Caro Presidente,

Esta carta lhe é endereçada por pessoas que o prezam, admiram sua trajetória política e desejam prestar-lhe toda ajuda, a fim de que o senhor possa corresponder às enormes esperanças que sua vitória despertou no povo brasileiro. Cientes da situação econômico-financeira do país temos uma clara percepção das dificuldades internas e externas que têm levado o governo a editar medidas de restrição de gastos e elevação de juros.
Sabemos, além disso, que a globalização provocou modificações substantivas na economia mundial e que será muito difícil desenvolver o país sem participar de algum modo da comunidade financeira internacional.

Contudo, esses constrangimentos não podem significar renúncia à nossa soberania. Duas medidas são particularmente preocupantes em relação a este aspecto: a negociação da Alca e a pretendida autonomia do Banco Central. A primeira, como alguns de nós já argumentaram em extensos e repetidos arrazoados, exporá nossos produtores industriais, agrícolas e de serviços a uma concorrência absolutamente desigual, cuja primeira conseqüência será uma desnacionalização ainda maior do nosso parque produtivo. E por sua abrangência que extrapola acordos comerciais, mas envolve a agricultura, investimentos, compras estatais, moeda, serviços, deixa clara a intenção do governo estadunidense em recolonizar o continente de acordo com seus interesses apenas.

A segunda implica a entrega do controle da nossa moeda aos capitais externos e, portanto, a renúncia ao projeto nacional. Não se pode ocultar que, estando os setores mais dinâmicos da nossa economia em mãos de empresas estrangeiras, a autonomia do Banco Central significa transferir para elas a fixação do valor da nossa moeda. Por estas razões, tomamos a decisão de enviar-lhe esta carta.
Em nosso entender, tanto a Alca quanto a autonomia do Banco Central são questões inegociáveis, posto que implicam na intocabilidade da própria soberania da Nação. Decisão de tamanha magnitude deve ser tomada pelo detentor dessa soberania: o povo brasileiro.

Assim, cada brasileiro e cada brasileira deveriam ser chamados a se pronunciar sobre ambas questões em um plebiscito convocado para esse expresso fim. O plebiscito ensejaria um grande debate nacional sobre os dois temas, dando assim fundamento a uma decisão verdadeiramente democrática sobre os mesmos.

Estamos convencidos de que uma atitude firme do Brasil mudará a postura das forças que nos estão pressionando e abrirá caminho para que possamos construir autonomamente os caminhos que mais convêm ao nosso desenvolvimento.

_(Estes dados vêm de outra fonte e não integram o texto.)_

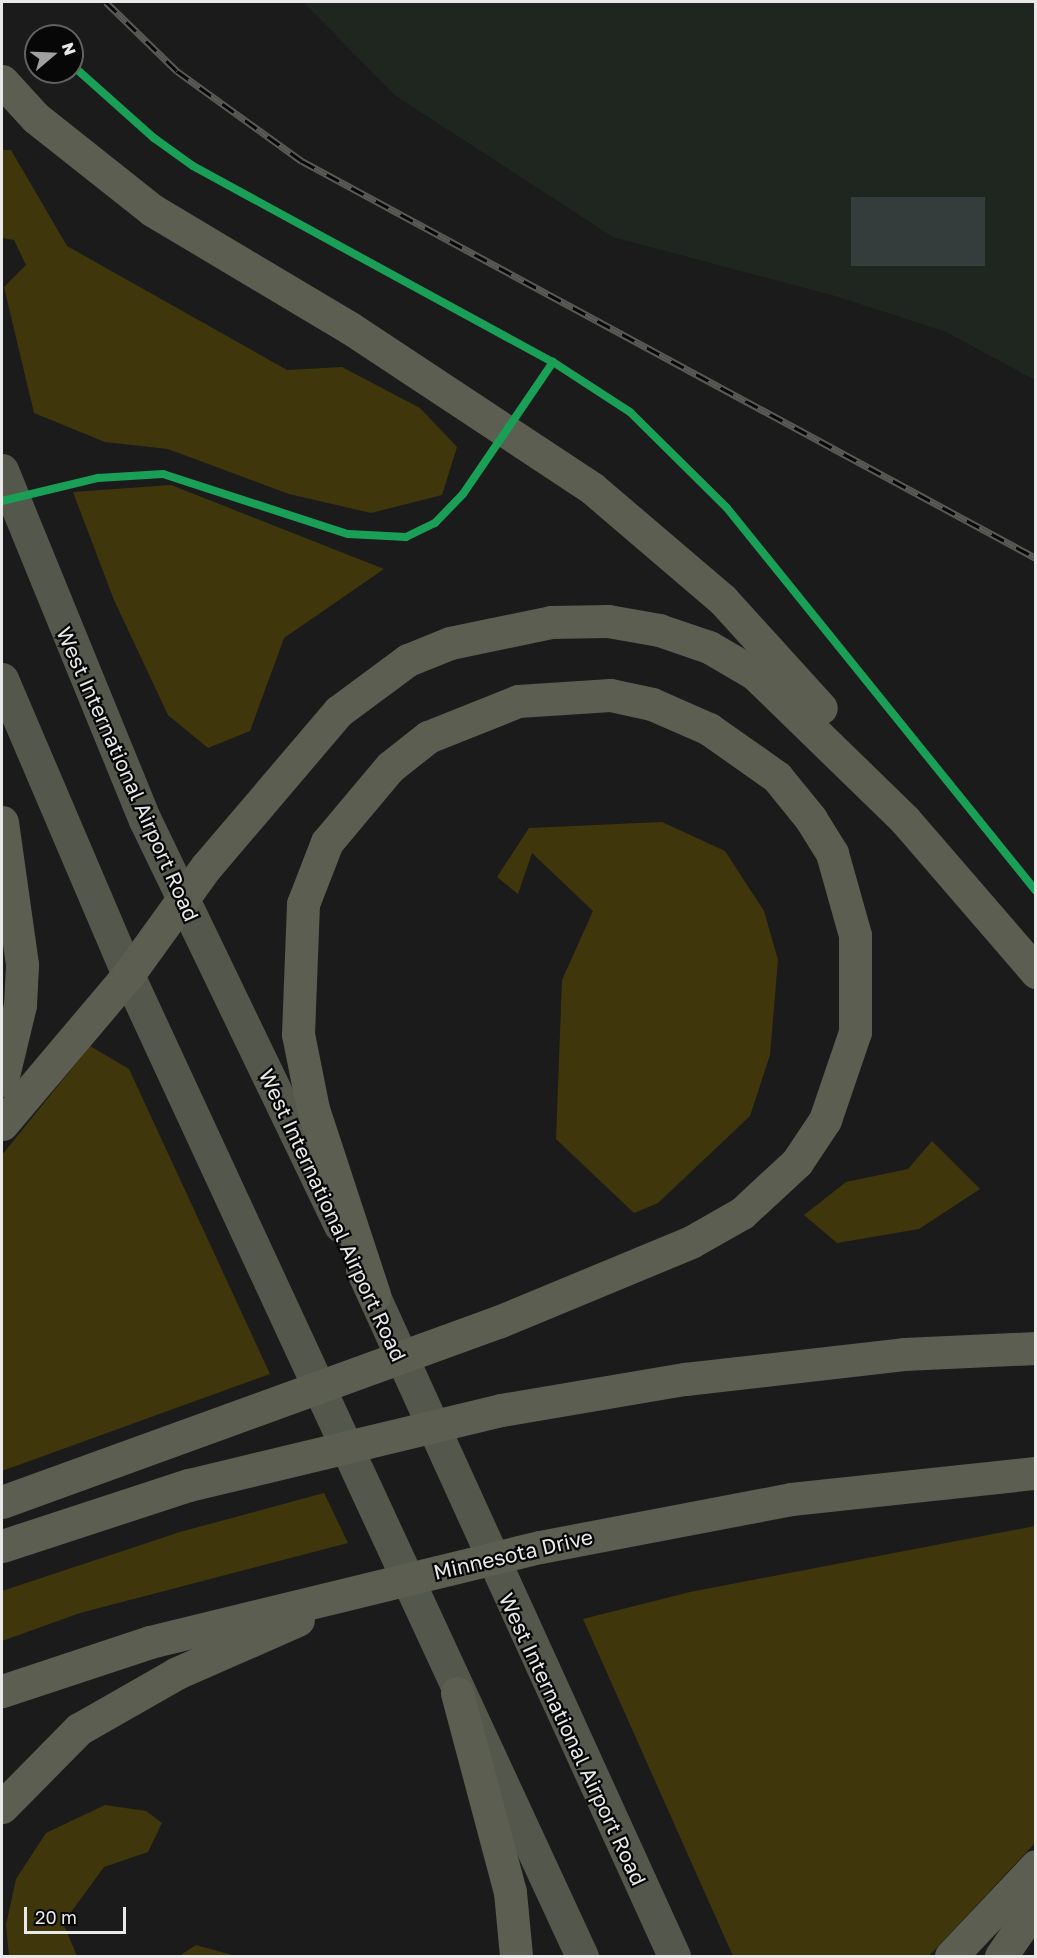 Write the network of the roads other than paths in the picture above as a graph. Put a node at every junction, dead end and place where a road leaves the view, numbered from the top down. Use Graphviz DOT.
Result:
graph roads {
  1 [pos="2,81"];
  2 [pos="2,470"];
  3 [pos="2,679"];
  4 [pos="905,820"];
  5 [pos="2,822"];
  6 [pos="183,902"];
  7 [pos="1035,972"];
  8 [pos="128,975"];
  9 [pos="2,1080"];
  10 [pos="2,1124"];
  11 [pos="374,1295"];
  12 [pos="1035,1348"];
  13 [pos="1035,1473"];
  14 [pos="2,1502"];
  15 [pos="2,1546"];
  16 [pos="382,1584"];
  17 [pos="2,1691"];
  18 [pos="457,1693"];
  19 [pos="2,1807"];
  20 [pos="1035,1866"];
  21 [pos="1035,1905"];
  22 [pos="516,1956"];
  23 [pos="582,1956"];
  24 [pos="674,1956"];
  25 [pos="951,1956"];
  26 [pos="1001,1956"];
  1 -- 4 [label="highway"];
  2 -- 6 [label="main road, West International Airport Road"];
  3 -- 8 [label="main road"];
  4 -- 6 [label="highway"];
  4 -- 7 [label="highway"];
  5 -- 9 [label="highway"];
  6 -- 8 [label="highway"];
  6 -- 11 [label="main road, West International Airport Road"];
  8 -- 10 [label="highway"];
  8 -- 18 [label="main road"];
  11 -- 14 [label="highway"];
  11 -- 24 [label="main road, West International Airport Road"];
  12 -- 15 [label="highway"];
  13 -- 16 [label="highway, Minnesota Drive"];
  16 -- 17 [label="highway, Minnesota Drive"];
  16 -- 19 [label="highway"];
  18 -- 22 [label="highway"];
  18 -- 23 [label="main road"];
  20 -- 25 [label="highway"];
  21 -- 26 [label="highway"];
}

Porém, se assim não for, e o governo vier a ser colocado na contingência de romper com as forças que o estão pressionando, creia sr. Presidente, que as represálias não serão insuportáveis. Nossa economia já é suficientemente forte para resistir a elas e nosso povo suficientemente politizado para dar-lhe o apoio necessário nesse enfrentamento.

Brasil, maio de 2003

Assinam esta carta:
Alfredo Bosi, membro da Academia Brasileira de Letras; Ana Maria Freire, educadora (viúva de Paulo Freire); Ana Maria Castro, educadora (filha de Josué de Castro); Ariovaldo Umbelino de Oliveira, geógrafo (USP); Augusto Boal, teatrólogo; Benedito Mariano, investigador; Bernardete de Oliveira, antropóloga (UNESP); Carlos Nelson Coutinho, filósofo; Chico Buarque, músico e escritor; Dom Demetrio Valentini, bispo; Dom Paulo Evaristo Arns, cardeal; Dom Pedro Casaldáliga, bispo; Dom Tomas Balduino, bispo; Emir Sader, sociólogo; Fabio Konder Comparato, jurista; Fernando Morais, jornalista e escritor; Francisco de Oliveira, economista; Haroldo Campos, poeta e tradutor; Joanna Fomm, atriz; Leonardo Boff, teólogo e escritor; Luis Fernando Veríssimo, escritor; Margarida Genovois; ativista dos direitos humanos; Maria Adelia de Souza, geógrafa; Manuel Correia de Andrade, geógrafo; Marilena Chauí, filósofa; Nilo Batista, jurista; Ervino Schmidt, pastor da Igreja Luterana; Plínio Arruda Sampaio, diretor do jornal "Correio da Cidadania"; Oscar Niemeyer, arquiteto; Ricardo Antunes, cientista político; Sergio Haddad, presidente da Associação Brasileira de ONGs; Sergio Ferolla, brigadeiro da Aeronáutica; Tatau Godinho, feminista; Valton Miranda, psiquiatra.